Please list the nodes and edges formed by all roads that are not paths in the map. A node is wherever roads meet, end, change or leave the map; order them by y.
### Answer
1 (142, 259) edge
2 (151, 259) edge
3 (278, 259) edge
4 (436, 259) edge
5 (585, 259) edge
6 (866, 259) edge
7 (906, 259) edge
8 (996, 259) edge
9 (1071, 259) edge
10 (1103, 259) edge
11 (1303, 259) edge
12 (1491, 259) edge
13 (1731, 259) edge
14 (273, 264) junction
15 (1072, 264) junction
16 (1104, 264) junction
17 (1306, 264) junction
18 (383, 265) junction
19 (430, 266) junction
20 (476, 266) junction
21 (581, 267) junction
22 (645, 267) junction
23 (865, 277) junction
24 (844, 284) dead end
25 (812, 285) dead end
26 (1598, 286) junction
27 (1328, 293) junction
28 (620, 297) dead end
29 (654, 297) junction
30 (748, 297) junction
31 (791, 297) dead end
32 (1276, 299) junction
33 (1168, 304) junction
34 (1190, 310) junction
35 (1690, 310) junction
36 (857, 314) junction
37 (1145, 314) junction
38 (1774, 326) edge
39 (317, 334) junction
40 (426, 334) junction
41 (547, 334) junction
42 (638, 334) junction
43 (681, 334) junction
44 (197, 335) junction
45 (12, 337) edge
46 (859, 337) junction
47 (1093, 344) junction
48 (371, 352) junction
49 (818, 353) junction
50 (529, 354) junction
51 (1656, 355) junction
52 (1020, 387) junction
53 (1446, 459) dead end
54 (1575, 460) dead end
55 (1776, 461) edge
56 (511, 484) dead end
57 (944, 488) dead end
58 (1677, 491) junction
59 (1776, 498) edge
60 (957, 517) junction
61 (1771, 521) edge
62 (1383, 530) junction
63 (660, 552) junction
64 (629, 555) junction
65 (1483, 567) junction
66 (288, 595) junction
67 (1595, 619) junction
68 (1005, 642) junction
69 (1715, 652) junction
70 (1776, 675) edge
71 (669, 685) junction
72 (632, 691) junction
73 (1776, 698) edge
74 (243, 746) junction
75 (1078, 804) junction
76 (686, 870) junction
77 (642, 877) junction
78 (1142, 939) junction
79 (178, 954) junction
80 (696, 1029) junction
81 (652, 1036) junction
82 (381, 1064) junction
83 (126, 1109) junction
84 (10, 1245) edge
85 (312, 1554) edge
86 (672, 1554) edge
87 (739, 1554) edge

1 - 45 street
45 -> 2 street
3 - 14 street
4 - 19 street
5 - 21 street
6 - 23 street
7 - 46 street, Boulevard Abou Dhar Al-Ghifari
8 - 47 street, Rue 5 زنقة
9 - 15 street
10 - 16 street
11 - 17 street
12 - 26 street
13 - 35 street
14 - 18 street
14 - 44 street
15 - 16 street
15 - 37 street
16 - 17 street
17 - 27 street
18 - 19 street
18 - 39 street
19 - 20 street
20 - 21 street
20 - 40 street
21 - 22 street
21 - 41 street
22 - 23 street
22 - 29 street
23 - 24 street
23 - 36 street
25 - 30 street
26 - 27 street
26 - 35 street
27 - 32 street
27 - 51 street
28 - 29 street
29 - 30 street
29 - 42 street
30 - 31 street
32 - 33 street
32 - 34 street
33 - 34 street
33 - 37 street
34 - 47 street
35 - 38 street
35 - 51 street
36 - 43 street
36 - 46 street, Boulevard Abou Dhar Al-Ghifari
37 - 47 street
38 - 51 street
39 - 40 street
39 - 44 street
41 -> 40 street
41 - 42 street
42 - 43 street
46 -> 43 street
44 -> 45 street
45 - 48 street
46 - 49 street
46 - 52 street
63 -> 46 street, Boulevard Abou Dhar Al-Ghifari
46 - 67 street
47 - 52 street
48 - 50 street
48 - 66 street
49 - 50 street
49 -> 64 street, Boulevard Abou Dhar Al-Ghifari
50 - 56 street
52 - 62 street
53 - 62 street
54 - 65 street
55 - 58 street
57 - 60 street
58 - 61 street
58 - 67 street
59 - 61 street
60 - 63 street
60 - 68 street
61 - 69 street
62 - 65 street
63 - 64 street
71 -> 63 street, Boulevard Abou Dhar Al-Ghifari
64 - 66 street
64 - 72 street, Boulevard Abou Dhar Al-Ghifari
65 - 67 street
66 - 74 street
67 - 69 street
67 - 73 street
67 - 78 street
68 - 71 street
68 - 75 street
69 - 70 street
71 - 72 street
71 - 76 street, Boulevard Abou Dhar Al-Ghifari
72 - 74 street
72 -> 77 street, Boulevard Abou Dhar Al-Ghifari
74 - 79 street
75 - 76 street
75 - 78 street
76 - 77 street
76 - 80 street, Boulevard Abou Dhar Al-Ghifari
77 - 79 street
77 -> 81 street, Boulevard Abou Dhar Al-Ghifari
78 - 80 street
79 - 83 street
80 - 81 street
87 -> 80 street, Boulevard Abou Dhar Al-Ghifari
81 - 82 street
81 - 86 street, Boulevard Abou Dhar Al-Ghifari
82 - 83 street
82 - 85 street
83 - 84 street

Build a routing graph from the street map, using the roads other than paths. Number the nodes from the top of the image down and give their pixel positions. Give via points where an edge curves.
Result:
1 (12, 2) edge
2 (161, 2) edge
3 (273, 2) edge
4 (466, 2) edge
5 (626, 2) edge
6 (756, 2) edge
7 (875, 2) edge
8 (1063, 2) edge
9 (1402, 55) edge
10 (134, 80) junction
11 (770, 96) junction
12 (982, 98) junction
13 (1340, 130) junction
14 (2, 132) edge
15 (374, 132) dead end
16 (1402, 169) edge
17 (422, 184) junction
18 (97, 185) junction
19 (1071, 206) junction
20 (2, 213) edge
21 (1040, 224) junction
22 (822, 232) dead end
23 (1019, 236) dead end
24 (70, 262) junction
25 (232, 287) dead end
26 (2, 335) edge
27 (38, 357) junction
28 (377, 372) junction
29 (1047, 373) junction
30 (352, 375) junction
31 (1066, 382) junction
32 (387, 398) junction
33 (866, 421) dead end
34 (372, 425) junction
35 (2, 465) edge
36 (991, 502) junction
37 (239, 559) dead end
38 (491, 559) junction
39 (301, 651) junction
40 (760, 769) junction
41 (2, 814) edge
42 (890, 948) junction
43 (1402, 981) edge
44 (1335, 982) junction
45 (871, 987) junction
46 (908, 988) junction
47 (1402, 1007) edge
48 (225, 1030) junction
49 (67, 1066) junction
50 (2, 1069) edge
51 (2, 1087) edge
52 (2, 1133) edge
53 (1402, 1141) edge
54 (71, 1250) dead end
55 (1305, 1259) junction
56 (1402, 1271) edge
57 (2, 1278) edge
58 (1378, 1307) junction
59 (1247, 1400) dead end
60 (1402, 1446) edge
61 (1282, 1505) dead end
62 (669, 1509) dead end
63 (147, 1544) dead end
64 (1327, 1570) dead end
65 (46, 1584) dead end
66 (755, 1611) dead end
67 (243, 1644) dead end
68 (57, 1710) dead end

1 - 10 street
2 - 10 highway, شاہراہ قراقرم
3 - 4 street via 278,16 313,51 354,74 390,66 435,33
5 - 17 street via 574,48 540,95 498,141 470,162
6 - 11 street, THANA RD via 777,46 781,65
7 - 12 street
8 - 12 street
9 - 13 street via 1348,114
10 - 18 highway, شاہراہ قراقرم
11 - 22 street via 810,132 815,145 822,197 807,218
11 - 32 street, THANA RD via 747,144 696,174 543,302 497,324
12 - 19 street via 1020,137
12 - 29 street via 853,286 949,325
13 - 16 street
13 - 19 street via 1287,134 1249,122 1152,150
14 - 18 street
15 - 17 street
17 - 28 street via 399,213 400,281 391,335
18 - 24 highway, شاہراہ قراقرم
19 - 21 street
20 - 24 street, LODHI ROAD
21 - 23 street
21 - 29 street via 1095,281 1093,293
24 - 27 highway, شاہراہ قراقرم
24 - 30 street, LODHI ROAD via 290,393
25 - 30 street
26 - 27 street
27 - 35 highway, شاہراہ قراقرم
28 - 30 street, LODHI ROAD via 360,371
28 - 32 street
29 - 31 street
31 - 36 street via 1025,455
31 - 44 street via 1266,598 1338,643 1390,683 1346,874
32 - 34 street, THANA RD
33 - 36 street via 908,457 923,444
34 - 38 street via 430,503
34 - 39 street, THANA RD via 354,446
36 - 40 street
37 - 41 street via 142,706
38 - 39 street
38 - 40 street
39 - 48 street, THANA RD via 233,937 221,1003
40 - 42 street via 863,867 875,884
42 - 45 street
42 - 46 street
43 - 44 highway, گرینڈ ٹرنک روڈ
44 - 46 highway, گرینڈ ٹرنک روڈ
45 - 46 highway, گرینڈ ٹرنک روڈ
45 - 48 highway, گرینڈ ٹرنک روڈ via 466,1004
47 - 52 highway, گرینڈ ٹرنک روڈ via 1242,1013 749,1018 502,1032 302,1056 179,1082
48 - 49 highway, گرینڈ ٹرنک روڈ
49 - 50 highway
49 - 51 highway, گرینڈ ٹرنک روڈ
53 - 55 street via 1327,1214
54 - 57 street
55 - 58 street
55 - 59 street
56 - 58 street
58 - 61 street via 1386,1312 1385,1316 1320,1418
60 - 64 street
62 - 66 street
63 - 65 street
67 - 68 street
◇ ◇ ◇
*How to complete this task*:
With "ٹرنک" as the string to match, show every line of the entries above that has it.

*Your solution*:
43 - 44 highway, گرینڈ ٹرنک روڈ
44 - 46 highway, گرینڈ ٹرنک روڈ
45 - 46 highway, گرینڈ ٹرنک روڈ
45 - 48 highway, گرینڈ ٹرنک روڈ via 466,1004
47 - 52 highway, گرینڈ ٹرنک روڈ via 1242,1013 749,1018 502,1032 302,1056 179,1082
48 - 49 highway, گرینڈ ٹرنک روڈ
49 - 51 highway, گرینڈ ٹرنک روڈ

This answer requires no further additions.